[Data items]
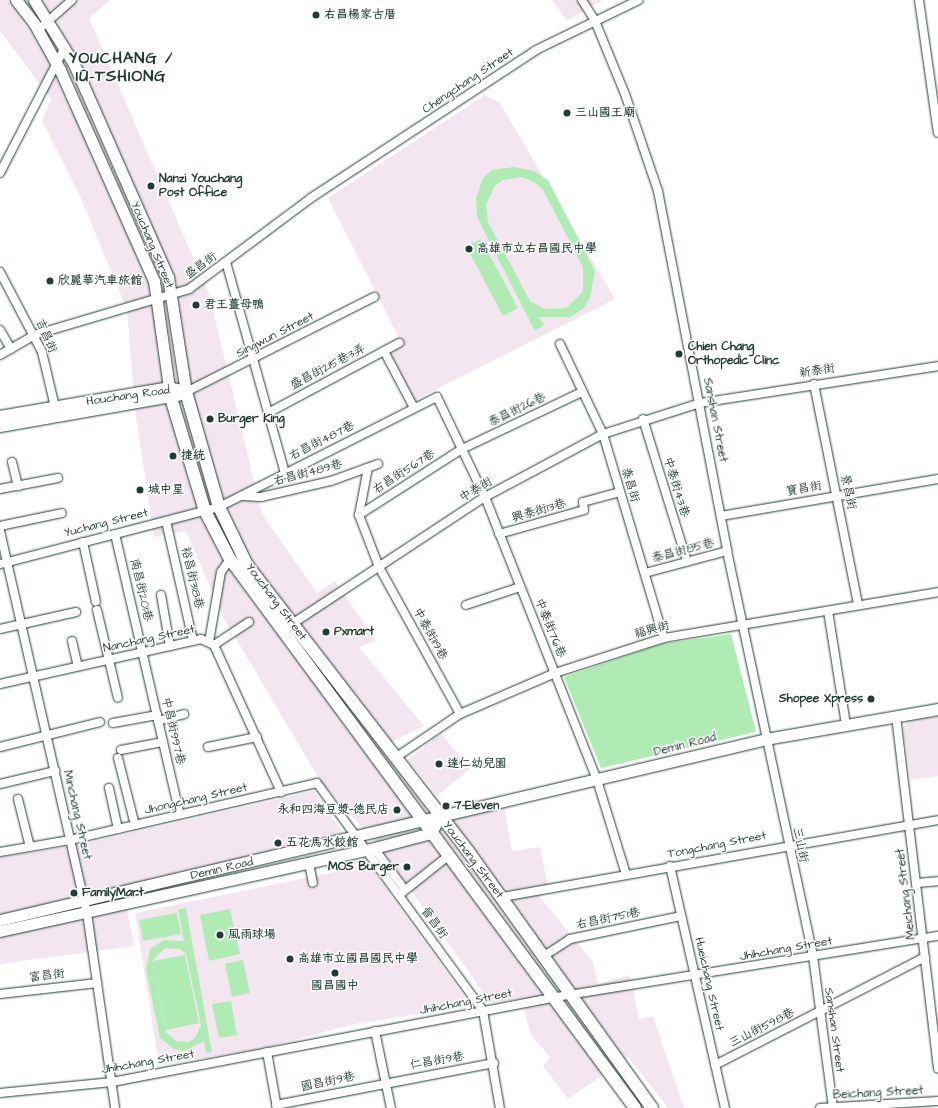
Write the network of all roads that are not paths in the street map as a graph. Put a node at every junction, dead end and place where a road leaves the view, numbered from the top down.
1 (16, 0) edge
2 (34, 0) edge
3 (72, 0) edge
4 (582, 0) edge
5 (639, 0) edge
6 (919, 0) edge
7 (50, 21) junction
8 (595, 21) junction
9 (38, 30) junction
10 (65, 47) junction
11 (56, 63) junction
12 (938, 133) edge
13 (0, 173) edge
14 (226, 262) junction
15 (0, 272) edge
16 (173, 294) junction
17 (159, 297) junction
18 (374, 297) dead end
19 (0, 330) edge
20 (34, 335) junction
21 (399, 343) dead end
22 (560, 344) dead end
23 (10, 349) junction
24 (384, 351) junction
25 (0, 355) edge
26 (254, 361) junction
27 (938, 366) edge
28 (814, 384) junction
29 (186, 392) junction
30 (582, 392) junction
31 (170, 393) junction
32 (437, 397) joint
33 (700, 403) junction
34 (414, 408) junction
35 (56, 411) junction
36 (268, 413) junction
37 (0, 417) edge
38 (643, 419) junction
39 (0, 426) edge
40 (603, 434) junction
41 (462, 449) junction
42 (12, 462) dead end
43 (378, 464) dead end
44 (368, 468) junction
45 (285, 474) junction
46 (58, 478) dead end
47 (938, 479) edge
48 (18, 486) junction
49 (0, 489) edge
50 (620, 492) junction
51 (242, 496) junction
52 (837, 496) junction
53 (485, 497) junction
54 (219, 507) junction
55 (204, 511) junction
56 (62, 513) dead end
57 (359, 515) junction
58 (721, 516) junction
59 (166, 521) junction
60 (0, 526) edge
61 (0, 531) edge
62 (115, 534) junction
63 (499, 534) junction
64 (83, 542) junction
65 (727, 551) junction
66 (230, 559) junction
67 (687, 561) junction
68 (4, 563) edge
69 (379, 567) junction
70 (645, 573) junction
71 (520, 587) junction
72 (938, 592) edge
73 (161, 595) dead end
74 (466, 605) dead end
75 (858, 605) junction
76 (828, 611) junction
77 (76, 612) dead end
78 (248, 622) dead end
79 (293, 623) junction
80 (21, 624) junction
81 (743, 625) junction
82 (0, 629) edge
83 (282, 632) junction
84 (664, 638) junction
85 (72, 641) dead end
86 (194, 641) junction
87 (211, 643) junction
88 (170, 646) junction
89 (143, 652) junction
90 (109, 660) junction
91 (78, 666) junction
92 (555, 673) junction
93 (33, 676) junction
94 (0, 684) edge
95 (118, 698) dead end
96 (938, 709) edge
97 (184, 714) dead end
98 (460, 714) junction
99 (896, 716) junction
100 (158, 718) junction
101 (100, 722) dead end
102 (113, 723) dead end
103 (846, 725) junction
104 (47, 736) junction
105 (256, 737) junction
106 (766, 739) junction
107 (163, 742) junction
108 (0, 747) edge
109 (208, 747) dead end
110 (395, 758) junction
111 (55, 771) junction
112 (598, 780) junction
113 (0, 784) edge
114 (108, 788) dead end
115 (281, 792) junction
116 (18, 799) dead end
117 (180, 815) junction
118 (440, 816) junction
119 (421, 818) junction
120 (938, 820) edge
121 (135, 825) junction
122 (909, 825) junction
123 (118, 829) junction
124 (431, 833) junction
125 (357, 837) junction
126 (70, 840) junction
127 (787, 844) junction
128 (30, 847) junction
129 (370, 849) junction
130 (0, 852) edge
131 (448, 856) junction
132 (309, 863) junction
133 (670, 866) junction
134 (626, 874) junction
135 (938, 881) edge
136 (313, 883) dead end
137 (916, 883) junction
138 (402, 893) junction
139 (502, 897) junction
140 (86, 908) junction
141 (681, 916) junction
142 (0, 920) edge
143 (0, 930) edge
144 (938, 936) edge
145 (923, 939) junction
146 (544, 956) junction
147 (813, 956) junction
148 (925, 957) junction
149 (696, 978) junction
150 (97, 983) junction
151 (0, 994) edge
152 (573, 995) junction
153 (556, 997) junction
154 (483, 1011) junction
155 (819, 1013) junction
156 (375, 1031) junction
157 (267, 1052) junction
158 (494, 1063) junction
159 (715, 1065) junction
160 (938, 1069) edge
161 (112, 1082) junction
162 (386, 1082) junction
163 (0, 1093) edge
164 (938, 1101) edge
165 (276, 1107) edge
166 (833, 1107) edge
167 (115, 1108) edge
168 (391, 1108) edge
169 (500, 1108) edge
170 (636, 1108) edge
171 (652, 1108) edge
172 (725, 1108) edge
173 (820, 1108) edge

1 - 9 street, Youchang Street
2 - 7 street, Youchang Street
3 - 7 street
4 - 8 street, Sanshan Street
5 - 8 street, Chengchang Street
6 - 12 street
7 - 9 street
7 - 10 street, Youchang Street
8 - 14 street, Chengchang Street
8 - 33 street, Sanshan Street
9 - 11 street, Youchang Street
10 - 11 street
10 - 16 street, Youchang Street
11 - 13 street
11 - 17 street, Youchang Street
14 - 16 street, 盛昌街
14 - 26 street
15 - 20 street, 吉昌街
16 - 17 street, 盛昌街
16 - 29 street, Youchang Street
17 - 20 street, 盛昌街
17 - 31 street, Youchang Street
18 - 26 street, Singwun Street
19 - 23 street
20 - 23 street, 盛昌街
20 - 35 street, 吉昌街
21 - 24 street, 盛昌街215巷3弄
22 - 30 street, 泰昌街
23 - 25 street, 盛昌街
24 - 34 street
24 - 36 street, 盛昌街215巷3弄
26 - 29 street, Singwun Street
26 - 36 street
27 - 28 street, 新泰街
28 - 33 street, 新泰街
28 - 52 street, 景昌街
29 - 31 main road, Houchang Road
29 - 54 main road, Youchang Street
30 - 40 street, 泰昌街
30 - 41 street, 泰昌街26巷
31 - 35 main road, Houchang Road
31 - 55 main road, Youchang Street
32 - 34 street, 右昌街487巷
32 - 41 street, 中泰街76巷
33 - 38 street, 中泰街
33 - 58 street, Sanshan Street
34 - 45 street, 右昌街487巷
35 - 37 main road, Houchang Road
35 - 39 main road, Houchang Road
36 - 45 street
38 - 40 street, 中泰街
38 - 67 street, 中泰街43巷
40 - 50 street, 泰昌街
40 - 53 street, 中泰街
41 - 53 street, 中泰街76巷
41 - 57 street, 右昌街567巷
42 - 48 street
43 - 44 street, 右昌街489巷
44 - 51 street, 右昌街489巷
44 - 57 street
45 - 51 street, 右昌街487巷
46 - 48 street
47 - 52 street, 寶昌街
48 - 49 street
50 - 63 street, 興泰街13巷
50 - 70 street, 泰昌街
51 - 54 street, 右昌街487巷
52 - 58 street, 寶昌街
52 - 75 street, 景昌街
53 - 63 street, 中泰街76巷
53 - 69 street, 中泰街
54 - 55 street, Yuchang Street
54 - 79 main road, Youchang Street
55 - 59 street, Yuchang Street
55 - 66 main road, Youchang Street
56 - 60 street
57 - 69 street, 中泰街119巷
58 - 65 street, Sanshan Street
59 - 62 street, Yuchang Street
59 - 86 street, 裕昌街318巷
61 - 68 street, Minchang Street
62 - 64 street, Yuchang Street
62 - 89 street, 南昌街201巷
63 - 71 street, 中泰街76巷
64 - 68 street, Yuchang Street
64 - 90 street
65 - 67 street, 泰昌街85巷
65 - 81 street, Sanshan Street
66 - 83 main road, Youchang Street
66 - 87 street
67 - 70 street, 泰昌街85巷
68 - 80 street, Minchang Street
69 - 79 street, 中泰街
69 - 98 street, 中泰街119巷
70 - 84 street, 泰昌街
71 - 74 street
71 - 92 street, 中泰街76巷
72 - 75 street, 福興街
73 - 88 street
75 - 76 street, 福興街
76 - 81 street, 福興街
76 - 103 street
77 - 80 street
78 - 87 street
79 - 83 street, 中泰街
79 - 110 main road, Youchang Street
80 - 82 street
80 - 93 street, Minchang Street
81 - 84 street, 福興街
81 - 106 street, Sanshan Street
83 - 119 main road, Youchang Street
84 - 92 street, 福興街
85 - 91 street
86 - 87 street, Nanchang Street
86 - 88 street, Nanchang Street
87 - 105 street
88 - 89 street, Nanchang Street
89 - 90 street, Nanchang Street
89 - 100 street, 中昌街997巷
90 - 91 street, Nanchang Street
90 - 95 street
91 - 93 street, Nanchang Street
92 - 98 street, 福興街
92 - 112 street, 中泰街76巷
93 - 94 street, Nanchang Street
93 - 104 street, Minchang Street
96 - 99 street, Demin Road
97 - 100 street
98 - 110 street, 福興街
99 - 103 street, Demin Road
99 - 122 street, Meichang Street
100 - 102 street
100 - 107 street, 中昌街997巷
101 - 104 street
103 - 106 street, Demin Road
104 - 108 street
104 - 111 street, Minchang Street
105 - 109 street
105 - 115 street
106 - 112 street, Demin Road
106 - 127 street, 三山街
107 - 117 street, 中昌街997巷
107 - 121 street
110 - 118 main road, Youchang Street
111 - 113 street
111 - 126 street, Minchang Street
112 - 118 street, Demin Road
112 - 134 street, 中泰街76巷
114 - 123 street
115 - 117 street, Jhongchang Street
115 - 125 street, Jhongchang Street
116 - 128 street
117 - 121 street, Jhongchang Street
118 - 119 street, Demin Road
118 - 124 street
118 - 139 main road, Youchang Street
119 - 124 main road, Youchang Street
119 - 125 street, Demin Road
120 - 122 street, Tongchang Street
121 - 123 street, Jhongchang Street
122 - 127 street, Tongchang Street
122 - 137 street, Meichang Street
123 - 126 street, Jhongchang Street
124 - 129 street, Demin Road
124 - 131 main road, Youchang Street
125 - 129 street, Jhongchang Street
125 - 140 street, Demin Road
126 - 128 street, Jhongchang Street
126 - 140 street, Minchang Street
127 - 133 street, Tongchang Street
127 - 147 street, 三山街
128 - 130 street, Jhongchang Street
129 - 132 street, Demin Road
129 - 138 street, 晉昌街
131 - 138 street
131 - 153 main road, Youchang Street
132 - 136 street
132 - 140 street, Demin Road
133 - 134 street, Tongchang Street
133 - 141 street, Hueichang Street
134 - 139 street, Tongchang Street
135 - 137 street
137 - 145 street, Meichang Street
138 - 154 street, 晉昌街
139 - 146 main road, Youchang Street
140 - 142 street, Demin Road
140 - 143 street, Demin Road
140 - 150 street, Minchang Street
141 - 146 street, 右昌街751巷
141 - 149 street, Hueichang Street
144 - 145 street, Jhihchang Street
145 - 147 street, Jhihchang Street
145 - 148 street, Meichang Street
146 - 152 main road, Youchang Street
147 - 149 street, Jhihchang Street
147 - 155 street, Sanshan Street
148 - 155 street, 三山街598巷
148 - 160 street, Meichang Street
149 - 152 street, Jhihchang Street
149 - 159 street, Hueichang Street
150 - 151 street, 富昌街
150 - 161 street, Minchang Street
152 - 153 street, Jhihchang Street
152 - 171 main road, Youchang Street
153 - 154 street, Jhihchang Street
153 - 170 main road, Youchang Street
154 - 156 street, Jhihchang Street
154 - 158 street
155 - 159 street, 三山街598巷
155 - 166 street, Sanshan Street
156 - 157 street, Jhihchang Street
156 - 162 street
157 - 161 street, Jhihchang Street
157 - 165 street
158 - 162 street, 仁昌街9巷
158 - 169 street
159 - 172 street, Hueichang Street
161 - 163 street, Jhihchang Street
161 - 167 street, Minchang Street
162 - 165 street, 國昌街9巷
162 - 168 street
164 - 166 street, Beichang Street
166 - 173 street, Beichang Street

> [Exercise] Wherever the string "Beichang" appears in a line of the records, copy that line.

> [Problem solution]
164 - 166 street, Beichang Street
166 - 173 street, Beichang Street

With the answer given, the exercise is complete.